Work required
Pictures do not belong in the copy. Return all of the entries exactly.

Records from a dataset
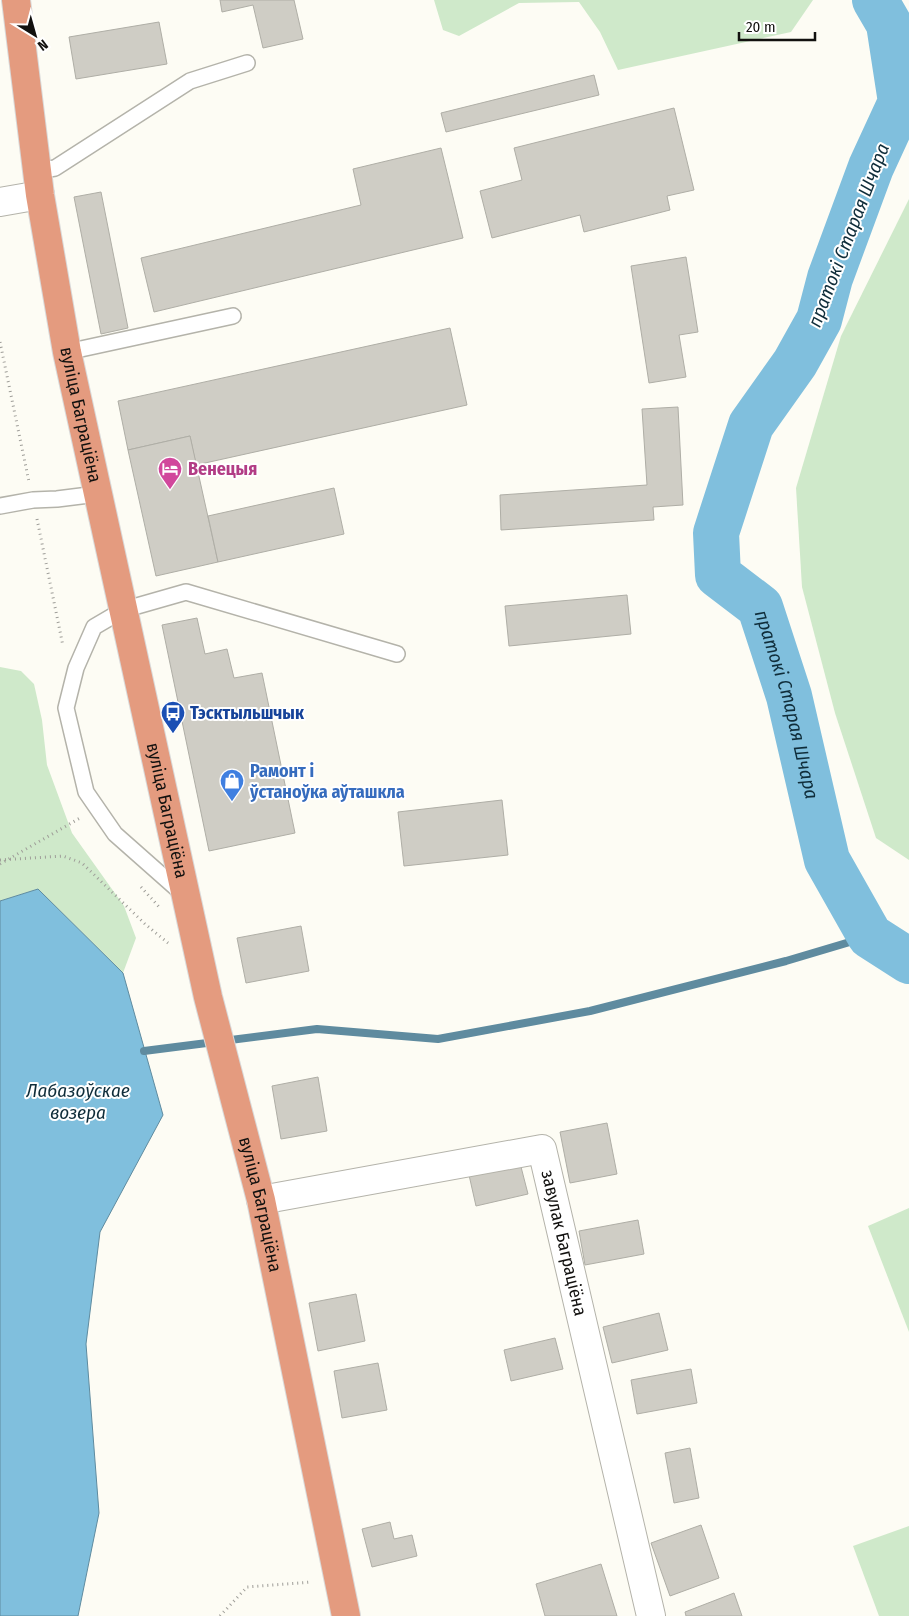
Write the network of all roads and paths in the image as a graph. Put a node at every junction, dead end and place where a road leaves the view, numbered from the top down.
1 (16, 0) edge
2 (247, 63) dead end
3 (39, 183) junction
4 (0, 202) edge
5 (233, 316) dead end
6 (67, 352) junction
7 (97, 494) junction
8 (0, 506) edge
9 (122, 610) junction
10 (397, 654) dead end
11 (84, 815) dead end
12 (8, 859) junction
13 (0, 860) edge
14 (0, 864) edge
15 (185, 896) junction
16 (174, 948) dead end
17 (261, 1200) junction
18 (318, 1582) dead end
19 (220, 1616) edge
20 (346, 1616) edge
21 (651, 1616) edge

1 - 3 highway, вуліца Баграціёна
2 - 3 lane
3 - 4 street
3 - 6 highway, вуліца Баграціёна
5 - 6 lane
6 - 7 highway, вуліца Баграціёна
7 - 8 lane
7 - 9 highway, вуліца Баграціёна
9 - 10 lane
9 - 15 highway, вуліца Баграціёна
9 - 15 lane
11 - 12 path
12 - 13 path
12 - 14 path
12 - 16 path
15 - 17 highway, вуліца Баграціёна
17 - 20 highway, вуліца Баграціёна
17 - 21 street, завулак Баграціёна
18 - 19 path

Solution
Write the network of all roads and paths in the image as a graph. Put a node at every junction, dead end and place where a road leaves the view, numbered from the top down.
1 (16, 0) edge
2 (247, 63) dead end
3 (39, 183) junction
4 (0, 202) edge
5 (233, 316) dead end
6 (67, 352) junction
7 (97, 494) junction
8 (0, 506) edge
9 (122, 610) junction
10 (397, 654) dead end
11 (84, 815) dead end
12 (8, 859) junction
13 (0, 860) edge
14 (0, 864) edge
15 (185, 896) junction
16 (174, 948) dead end
17 (261, 1200) junction
18 (318, 1582) dead end
19 (220, 1616) edge
20 (346, 1616) edge
21 (651, 1616) edge

1 - 3 highway, вуліца Баграціёна
2 - 3 lane
3 - 4 street
3 - 6 highway, вуліца Баграціёна
5 - 6 lane
6 - 7 highway, вуліца Баграціёна
7 - 8 lane
7 - 9 highway, вуліца Баграціёна
9 - 10 lane
9 - 15 highway, вуліца Баграціёна
9 - 15 lane
11 - 12 path
12 - 13 path
12 - 14 path
12 - 16 path
15 - 17 highway, вуліца Баграціёна
17 - 20 highway, вуліца Баграціёна
17 - 21 street, завулак Баграціёна
18 - 19 path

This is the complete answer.